PROVIDED INFORMATION section start

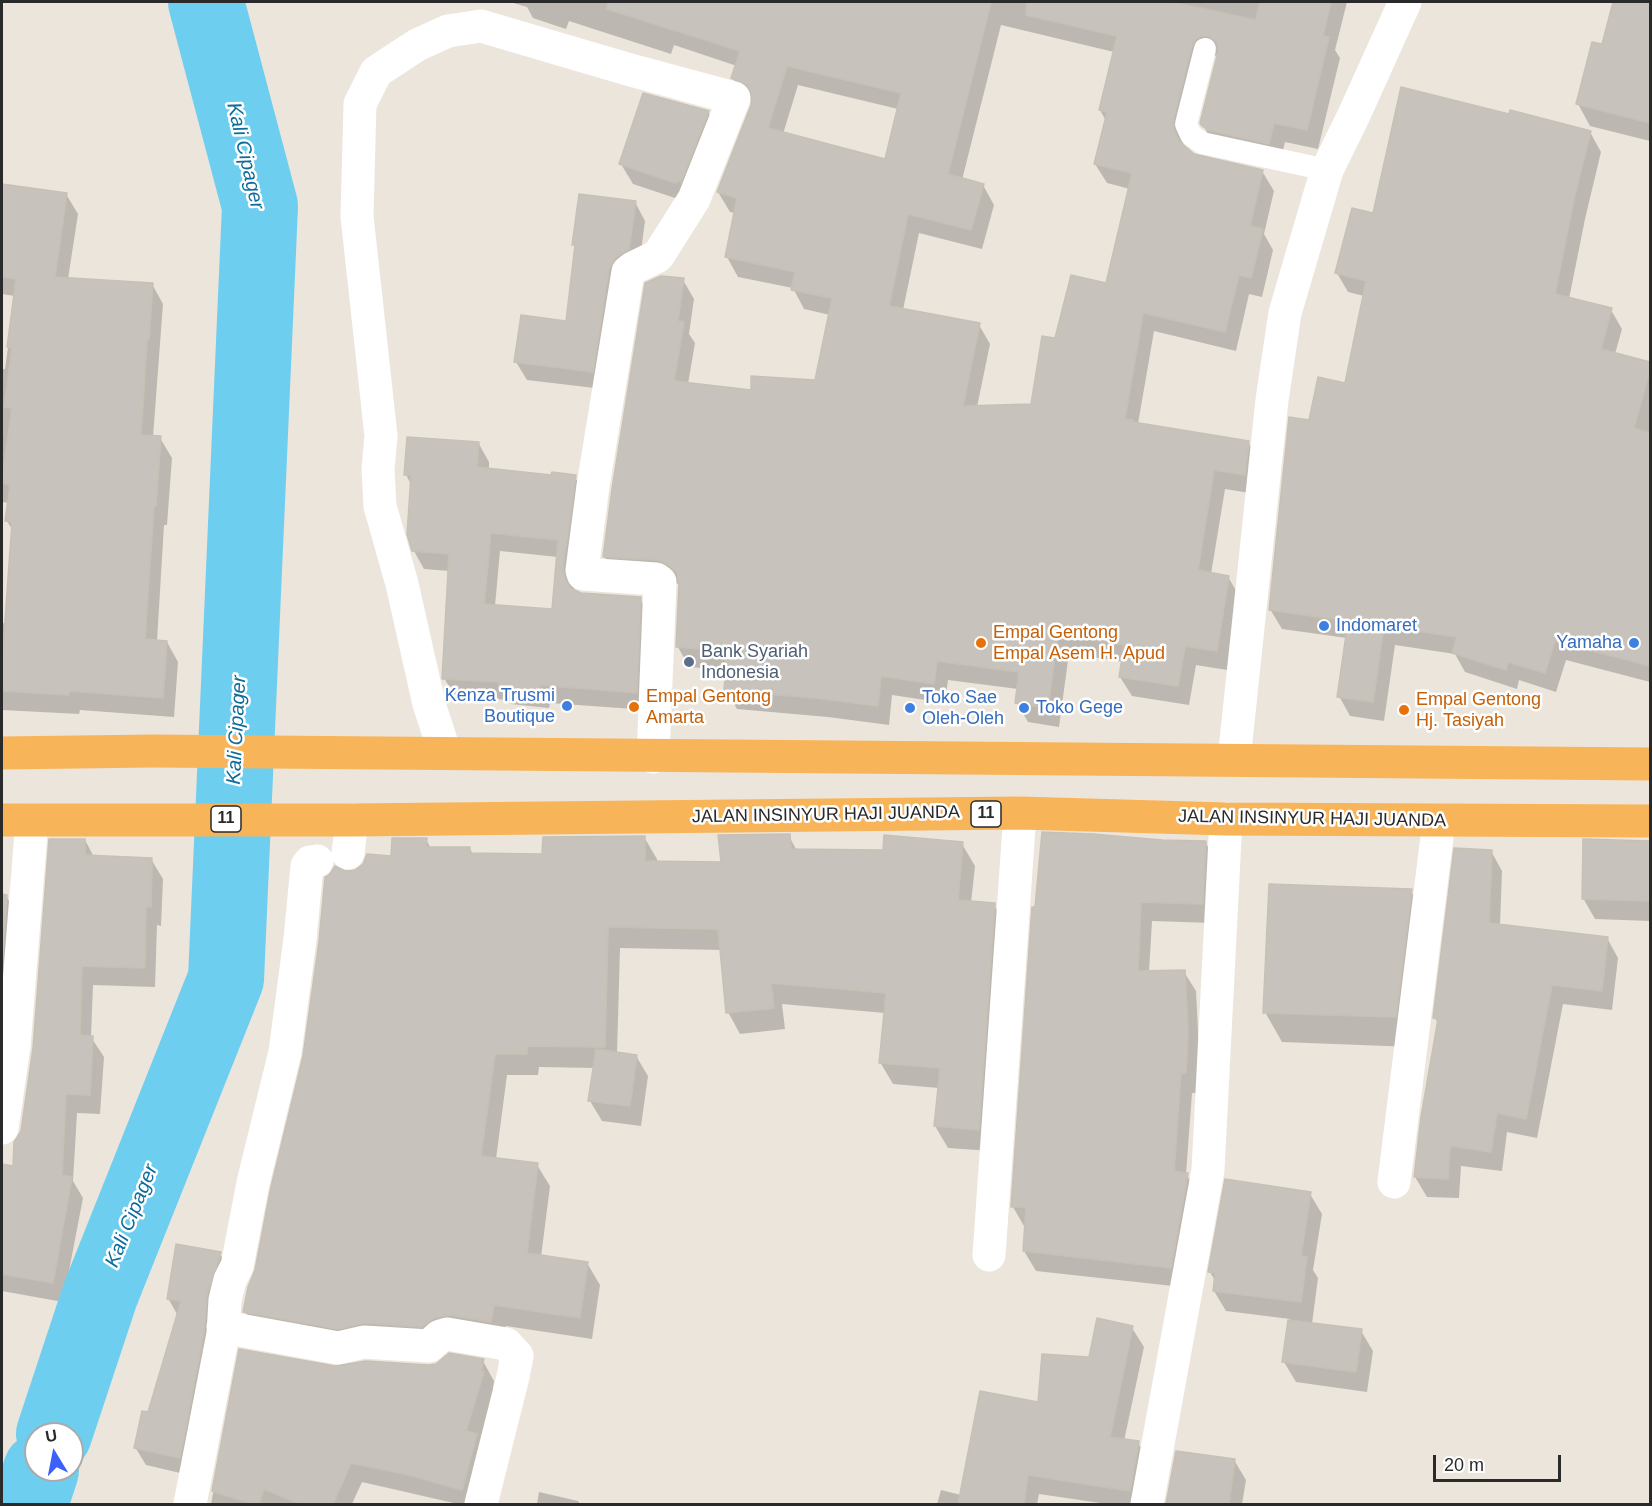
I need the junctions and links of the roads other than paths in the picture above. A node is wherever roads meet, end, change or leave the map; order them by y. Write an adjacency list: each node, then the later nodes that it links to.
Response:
1 (1405, 2): 3 (street)
2 (1205, 49): 3 (lane)
3 (1327, 170): 7 (street)
4 (2, 753): 5 (highway)
5 (445, 753): 6 (highway); 6 (street)
6 (653, 757): 7 (highway)
7 (1234, 760): 8 (highway)
8 (1650, 764)
9 (1020, 813): 10 (highway, JALAN INSINYUR HAJI JUANDA / 11); 12 (highway, JALAN INSINYUR HAJI JUANDA / 11); 17 (street)
10 (1226, 819): 13 (highway, JALAN INSINYUR HAJI JUANDA / 11); 21 (street)
11 (17, 820): 12 (highway, JALAN INSINYUR HAJI JUANDA / 11); 15 (street)
12 (337, 820): 18 (street)
13 (1439, 820): 14 (highway, JALAN INSINYUR HAJI JUANDA / 11); 16 (street)
14 (1650, 821)
15 (2, 1128)
16 (1394, 1182)
17 (989, 1255)
18 (223, 1327): 19 (street); 20 (street)
19 (190, 1504)
20 (481, 1504)
21 (1147, 1504)

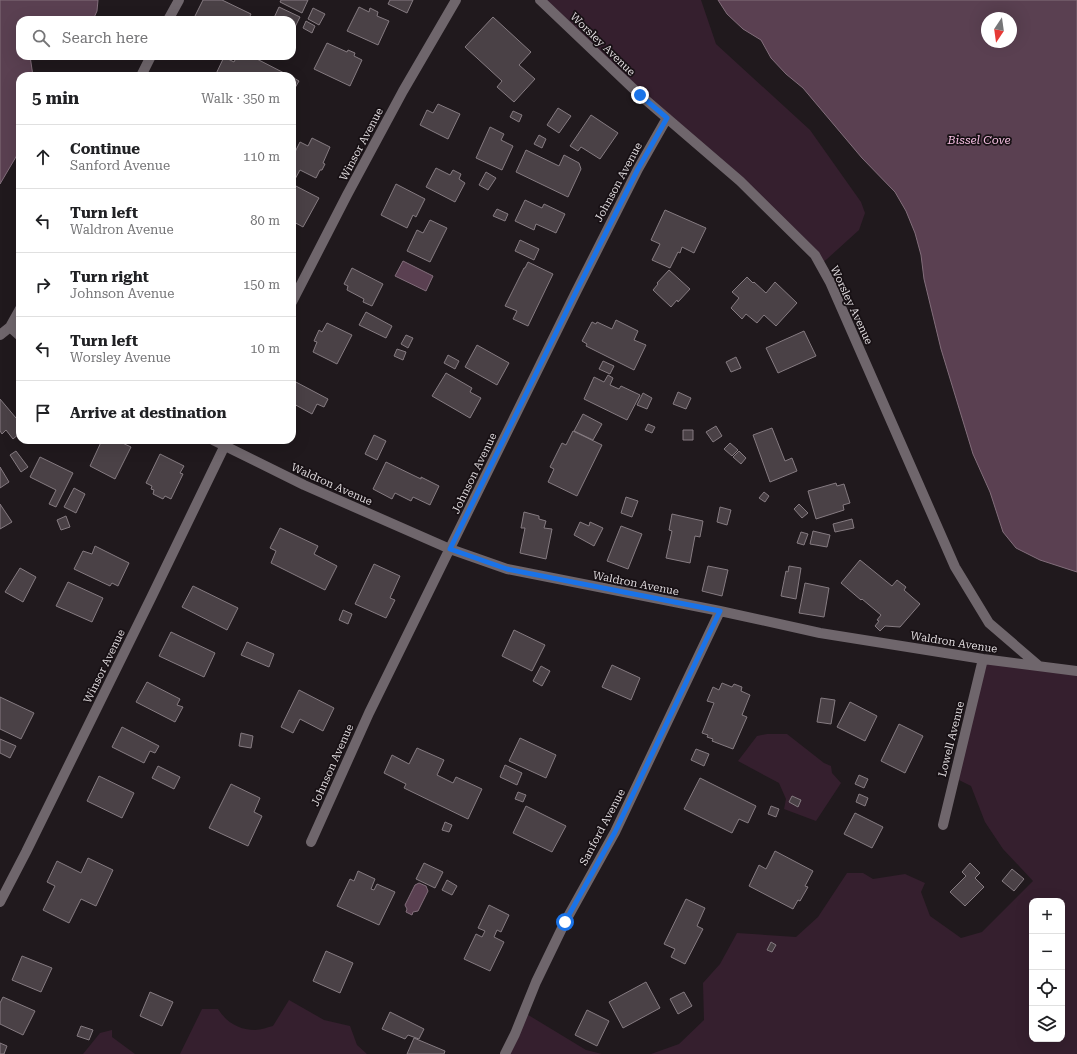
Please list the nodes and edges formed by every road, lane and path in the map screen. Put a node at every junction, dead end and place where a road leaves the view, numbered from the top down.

PROVIDED INFORMATION section end

#### WORK INSTRUCTIONS:
The pictures stay out; copy the rest of the data word for word.

#### PROBLEM SOLUTION:
I need the junctions and links of the roads other than paths in the picture above. A node is wherever roads meet, end, change or leave the map; order them by y. Write an adjacency list: each node, then the later nodes that it links to.
Response:
1 (1405, 2): 3 (street)
2 (1205, 49): 3 (lane)
3 (1327, 170): 7 (street)
4 (2, 753): 5 (highway)
5 (445, 753): 6 (highway); 6 (street)
6 (653, 757): 7 (highway)
7 (1234, 760): 8 (highway)
8 (1650, 764)
9 (1020, 813): 10 (highway, JALAN INSINYUR HAJI JUANDA / 11); 12 (highway, JALAN INSINYUR HAJI JUANDA / 11); 17 (street)
10 (1226, 819): 13 (highway, JALAN INSINYUR HAJI JUANDA / 11); 21 (street)
11 (17, 820): 12 (highway, JALAN INSINYUR HAJI JUANDA / 11); 15 (street)
12 (337, 820): 18 (street)
13 (1439, 820): 14 (highway, JALAN INSINYUR HAJI JUANDA / 11); 16 (street)
14 (1650, 821)
15 (2, 1128)
16 (1394, 1182)
17 (989, 1255)
18 (223, 1327): 19 (street); 20 (street)
19 (190, 1504)
20 (481, 1504)
21 (1147, 1504)

Please list the nodes and edges formed by every road, lane and path in the map screen. Put a node at every junction, dead end and place where a road leaves the view, numbered from the top down.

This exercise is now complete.